Eine Aufwertung hingegen führt zu einer Verschlechterung der Leistungsbilanz. Diese Reaktion der Leistungsbilanz nennt man Normalreaktion der Leistungsbilanz[1]. Hierbei wird unterstellt, dass die Marshall-Lerner-Bedingung erfüllt und eine hinreichend große Nachfrageelastizität gegeben ist[2].
Wirkungsverzögerungen einer Wechselkursänderung
Die oben aufgeführte Verbesserung der Leistungsbilanz nach einer Abwertung der inländischen Währung erhält man nur im Rahmen einer statisch-komparativen Analyse. Dabei wird der Gleichgewichtszustand auf dem Gütermarkt vor und nach einer Wechselkursänderung miteinander verglichen. Die Übergangsphase vom alten zum neuen Gleichgewicht wird hierbei außer Acht gelassen. Es kann jedoch vorkommen, dass sich unmittelbar nach einer Währungsabwertung die Leistungsbilanz verschlechtert. In einem solchen Fall kann erst nach einigen Monaten eine positive Veränderung beobachtet werden. Die graphische Entwicklung der Leistungsbilanz – erst schlechter werdend, bevor eine Besserung eintritt – hat eine große Ähnlichkeit mit dem Linienzug des Buchstaben J (siehe untere Abbildung).
Gründe für die zeitliche Verzögerung
Die Preise und Mengen von Außenhandelsgeschäften werden meistens Monate im Voraus festgelegt. Dabei werden die Exportgeschäfte in der inländischen und Importe in der ausländischen Währung getätigt.
Erfolgt eine Abwertung der inländischen Währung, ergeben sich für die Exportgeschäfte in der Inlandswährung kurzfristig keine Veränderungen. Durch die Abwertung steigt jedoch der Wechselkurs. Für eine Einheit inländische Währung bekommt man weniger Einheiten der ausländischen Währung. Die Importe sind nun relativ teurer, das heißt für die im Voraus festgelegten Importe müssen nun mehr inländische Geldeinheiten gezahlt werden. Die Erhöhung der Importausgaben aufgrund gestiegener relativer Preise, auch Preiseffekte genannt, führt zu einer Verschlechterung des Außenbeitrags und somit zu einer Verschlechterung der Leistungsbilanz.

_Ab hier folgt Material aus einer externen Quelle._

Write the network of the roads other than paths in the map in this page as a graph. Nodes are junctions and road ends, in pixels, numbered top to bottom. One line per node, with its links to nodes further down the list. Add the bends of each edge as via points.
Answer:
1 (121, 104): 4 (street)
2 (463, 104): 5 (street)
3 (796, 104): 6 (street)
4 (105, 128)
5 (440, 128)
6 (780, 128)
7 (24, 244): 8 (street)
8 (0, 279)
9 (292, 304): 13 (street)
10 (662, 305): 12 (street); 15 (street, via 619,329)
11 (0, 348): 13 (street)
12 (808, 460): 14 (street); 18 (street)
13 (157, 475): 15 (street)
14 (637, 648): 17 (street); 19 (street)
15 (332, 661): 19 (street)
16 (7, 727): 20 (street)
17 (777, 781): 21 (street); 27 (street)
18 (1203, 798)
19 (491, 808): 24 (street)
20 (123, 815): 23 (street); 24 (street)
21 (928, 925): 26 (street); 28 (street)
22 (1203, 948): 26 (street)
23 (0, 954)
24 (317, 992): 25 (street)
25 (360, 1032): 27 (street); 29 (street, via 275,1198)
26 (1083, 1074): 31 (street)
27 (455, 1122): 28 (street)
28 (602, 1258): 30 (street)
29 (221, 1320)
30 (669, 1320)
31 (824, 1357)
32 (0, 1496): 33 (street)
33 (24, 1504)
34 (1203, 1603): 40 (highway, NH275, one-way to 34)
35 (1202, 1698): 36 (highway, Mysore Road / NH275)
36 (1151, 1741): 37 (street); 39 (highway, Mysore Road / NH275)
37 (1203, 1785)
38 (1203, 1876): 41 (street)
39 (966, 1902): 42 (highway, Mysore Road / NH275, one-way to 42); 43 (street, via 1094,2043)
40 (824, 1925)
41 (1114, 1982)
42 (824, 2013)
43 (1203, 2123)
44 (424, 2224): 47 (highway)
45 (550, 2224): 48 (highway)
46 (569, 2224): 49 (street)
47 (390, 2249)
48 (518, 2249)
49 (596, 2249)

Es zeigt sich also, dass eine Abwertung kurzfristig zwar die Güterpreise (in ausländischer Währung) beeinflusst, nicht jedoch die Export- und Importmengen. Eine Anpassung der Handelsmengen erfolgt um einiges langsamer. Erst wenn neue Export- und Importverträge abgeschlossen werden, erfolgt eine Mengenreaktion. Durch den Anstieg des Wechselkurses
- sind die im Inland hergestellten Güter für ausländische Abnehmer günstiger geworden. Die Nachfrage nach inländischen Gütern und somit auch die Exporte ins Ausland steigen.
- sind die im Ausland hergestellten Güter relativ teurer geworden. Frühere inländische Abnehmer importieren weniger und substituieren stattdessen ausländische durch inländische Güter.
Im Zeitverlauf steigen die Exporte und die Importe fallen. Schließlich, wenn die Marshall-Lerner-Bedingung erfüllt ist und die positiven Effekte auf die Handelsbilanz den negativen überwiegen, verbessert sich die Leistungsbilanz über den ursprünglichen Wert hinaus.
Unmittelbar nach einer Währungsabwertung verschlechtert sich die Leistungsbilanz (Punkt A nach Punkt B). Erst wenn sich die Import- und Exportmengen an den neuen Wechselkurs angepasst haben, verbessert sich die Leistungsbilanz (Punkt B nach Punkt C). Nach der zeitlichen Überschreitung von Punkt C hat sich die Leistungsbilanz über das vor der Abwertung herrschende Niveau hinaus verbessert.
Empirische Relevanz
Empirisch lässt sich der J-Kurven-Effekt vor allem für Außenhandelsgüter mit einer preiselastischen Nachfrage nachweisen. Für Güter, deren Nachfrage auf Preisänderungen gar nicht oder kaum reagiert, ist infolge einer Abwertung eine negative Reaktion des Außenhandelssaldos zu beobachten. Ein Beispiel hierfür ist Rohöl, dessen Importmenge nur in vergleichsweise geringem Maß von seinem Preis abhängt.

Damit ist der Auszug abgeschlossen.